Les déviations très-marquées de conformation ne se présentant que rarement, l’amélioration de chaque race n’est généralement que le résultat de la sélection de légères différences individuelles, qui exigent une attention extrême, beaucoup de perspicacité, et une persévérance à toute épreuve.
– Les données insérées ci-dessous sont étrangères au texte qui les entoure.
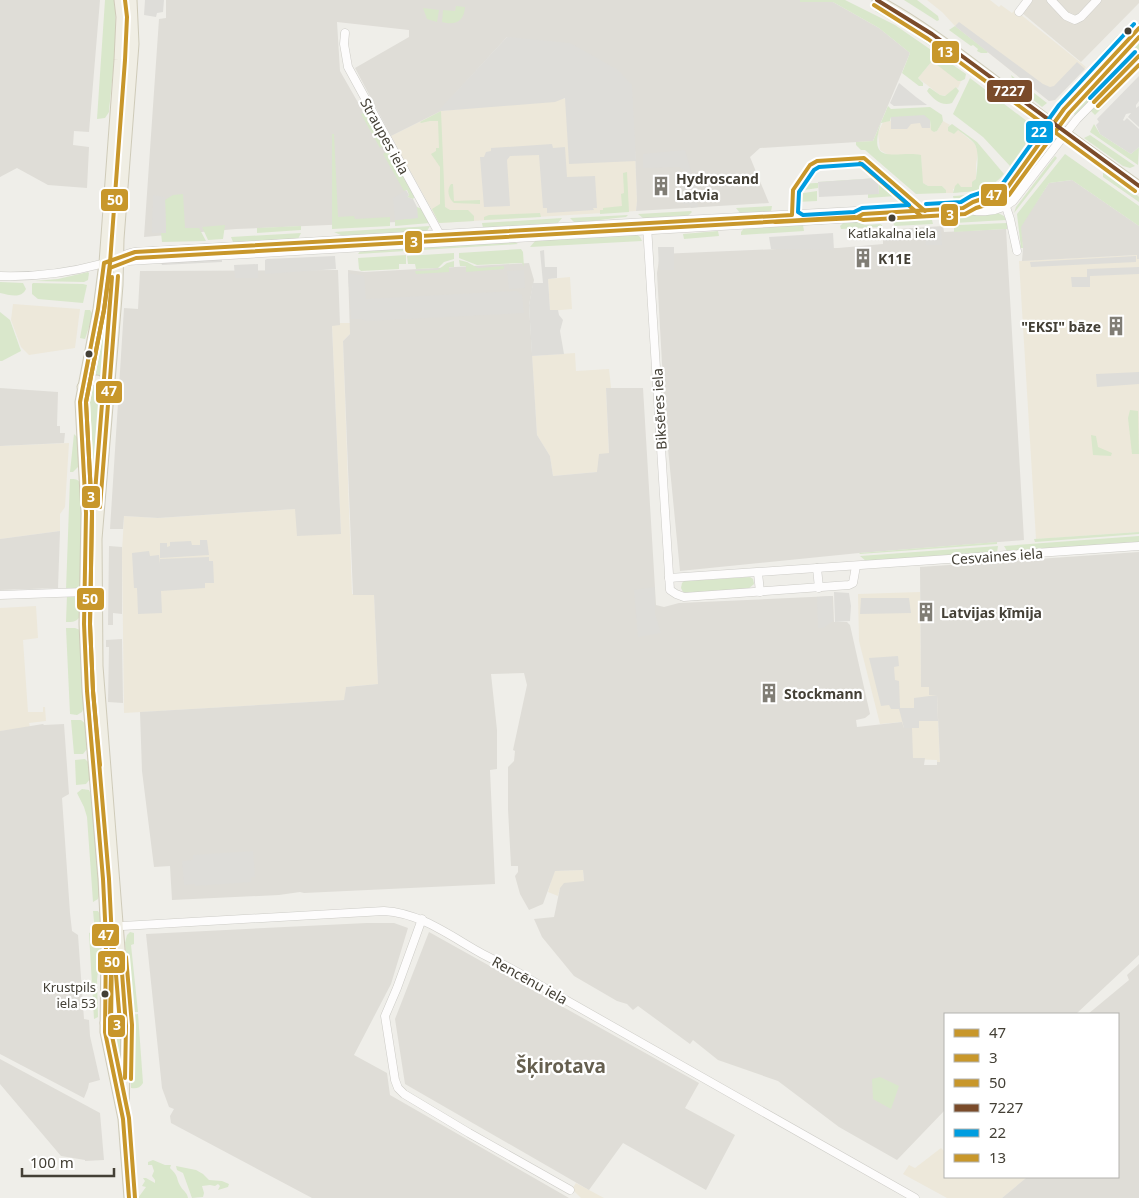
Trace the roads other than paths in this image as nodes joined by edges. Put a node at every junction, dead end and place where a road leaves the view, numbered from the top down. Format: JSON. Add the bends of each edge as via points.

Il est donc important de pouvoir élever à la fois un certain nombre d’individus de la race à améliorer, car on aura ainsi plus de chance de voir surgir des variations dans le sens voulu, et en même temps plus de latitude pour rejeter ou éliminer les individus qui varieraient dans un sens contraire. Mais pour pouvoir obtenir un grand nombre d’individus, il faut nécessairement que les conditions extérieures favorisent la multiplication de l’espèce ; il est probable que si, par exemple, le paon avait pu se reproduire aussi bien que l’espèce galline, nous en posséderions depuis longtemps plusieurs races distinctes. L’importance du grand nombre, quant aux plantes, ressort du fait que les horticulteurs de profession l’emportent toujours dans les expositions sur les amateurs, en ce qui concerne la création de nouvelles variétés. On estimait en 1845 qu’on levait annuellement de graines en Angleterre de 4,000 à 5,000 Pelargoniums, et que cependant une variété décidément améliorée était rarement obtenue[1]. Chez les MM. Carter, dans l’Essex, qui cultivent pour graine les Lobelias, Nemophilas, Résédas, etc., par acres entiers, il ne se passe pas de saison qu’ils n’obtiennent quelques nouvelles sortes, ou quelques améliorations d’anciennes variétés[2]. À Kew, d’après M. Beaton, où on lève beaucoup de semis de plantes communes, on voit apparaître de nouvelles formes de Laburnums, Spirées et autres arbrisseaux[3]. Pour les animaux, Marshall fait remarquer à propos des moutons d’une partie du Yorkshire, qui appar-

  1. Gardener’s Chronicle, 1845, 273.
  2. Journal of Horticulture, 1862, p. 157.
  3. Cottage Gardener, 1860, p. 368.